■ Assignment ■
Return the data below in full. Keep each character unchanged.

■ Record extracts ■
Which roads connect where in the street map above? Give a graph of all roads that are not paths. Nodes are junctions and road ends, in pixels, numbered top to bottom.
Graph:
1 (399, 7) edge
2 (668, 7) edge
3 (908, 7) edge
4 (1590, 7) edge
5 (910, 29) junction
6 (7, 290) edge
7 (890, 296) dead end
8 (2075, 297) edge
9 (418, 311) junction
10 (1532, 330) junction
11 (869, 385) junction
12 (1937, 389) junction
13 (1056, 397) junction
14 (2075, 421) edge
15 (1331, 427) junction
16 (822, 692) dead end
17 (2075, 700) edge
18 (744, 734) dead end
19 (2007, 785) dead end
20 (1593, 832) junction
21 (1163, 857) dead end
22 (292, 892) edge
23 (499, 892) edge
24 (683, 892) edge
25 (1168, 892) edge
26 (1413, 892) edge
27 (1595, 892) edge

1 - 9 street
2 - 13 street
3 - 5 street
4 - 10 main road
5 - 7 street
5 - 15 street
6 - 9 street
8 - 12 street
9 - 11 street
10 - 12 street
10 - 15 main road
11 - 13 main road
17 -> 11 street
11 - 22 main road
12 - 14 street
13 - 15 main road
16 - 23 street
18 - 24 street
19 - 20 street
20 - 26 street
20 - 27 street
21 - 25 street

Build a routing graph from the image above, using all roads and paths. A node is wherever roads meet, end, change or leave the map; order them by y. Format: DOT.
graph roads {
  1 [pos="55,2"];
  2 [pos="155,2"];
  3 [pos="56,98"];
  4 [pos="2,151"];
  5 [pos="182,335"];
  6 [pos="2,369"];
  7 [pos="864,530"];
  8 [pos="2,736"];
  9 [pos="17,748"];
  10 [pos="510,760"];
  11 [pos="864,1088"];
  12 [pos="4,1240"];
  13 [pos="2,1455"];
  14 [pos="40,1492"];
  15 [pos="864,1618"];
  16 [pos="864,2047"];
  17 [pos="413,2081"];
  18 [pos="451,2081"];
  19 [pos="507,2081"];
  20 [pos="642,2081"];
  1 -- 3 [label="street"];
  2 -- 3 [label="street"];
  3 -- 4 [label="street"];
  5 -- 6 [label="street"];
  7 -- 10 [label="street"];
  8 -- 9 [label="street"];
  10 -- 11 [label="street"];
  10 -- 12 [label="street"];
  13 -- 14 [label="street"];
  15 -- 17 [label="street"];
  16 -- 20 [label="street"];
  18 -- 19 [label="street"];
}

■ The answer ■
Which roads connect where in the street map above? Give a graph of all roads that are not paths. Nodes are junctions and road ends, in pixels, numbered top to bottom.
Graph:
1 (399, 7) edge
2 (668, 7) edge
3 (908, 7) edge
4 (1590, 7) edge
5 (910, 29) junction
6 (7, 290) edge
7 (890, 296) dead end
8 (2075, 297) edge
9 (418, 311) junction
10 (1532, 330) junction
11 (869, 385) junction
12 (1937, 389) junction
13 (1056, 397) junction
14 (2075, 421) edge
15 (1331, 427) junction
16 (822, 692) dead end
17 (2075, 700) edge
18 (744, 734) dead end
19 (2007, 785) dead end
20 (1593, 832) junction
21 (1163, 857) dead end
22 (292, 892) edge
23 (499, 892) edge
24 (683, 892) edge
25 (1168, 892) edge
26 (1413, 892) edge
27 (1595, 892) edge

1 - 9 street
2 - 13 street
3 - 5 street
4 - 10 main road
5 - 7 street
5 - 15 street
6 - 9 street
8 - 12 street
9 - 11 street
10 - 12 street
10 - 15 main road
11 - 13 main road
17 -> 11 street
11 - 22 main road
12 - 14 street
13 - 15 main road
16 - 23 street
18 - 24 street
19 - 20 street
20 - 26 street
20 - 27 street
21 - 25 street

Build a routing graph from the image above, using all roads and paths. A node is wherever roads meet, end, change or leave the map; order them by y. Format: DOT.
graph roads {
  1 [pos="55,2"];
  2 [pos="155,2"];
  3 [pos="56,98"];
  4 [pos="2,151"];
  5 [pos="182,335"];
  6 [pos="2,369"];
  7 [pos="864,530"];
  8 [pos="2,736"];
  9 [pos="17,748"];
  10 [pos="510,760"];
  11 [pos="864,1088"];
  12 [pos="4,1240"];
  13 [pos="2,1455"];
  14 [pos="40,1492"];
  15 [pos="864,1618"];
  16 [pos="864,2047"];
  17 [pos="413,2081"];
  18 [pos="451,2081"];
  19 [pos="507,2081"];
  20 [pos="642,2081"];
  1 -- 3 [label="street"];
  2 -- 3 [label="street"];
  3 -- 4 [label="street"];
  5 -- 6 [label="street"];
  7 -- 10 [label="street"];
  8 -- 9 [label="street"];
  10 -- 11 [label="street"];
  10 -- 12 [label="street"];
  13 -- 14 [label="street"];
  15 -- 17 [label="street"];
  16 -- 20 [label="street"];
  18 -- 19 [label="street"];
}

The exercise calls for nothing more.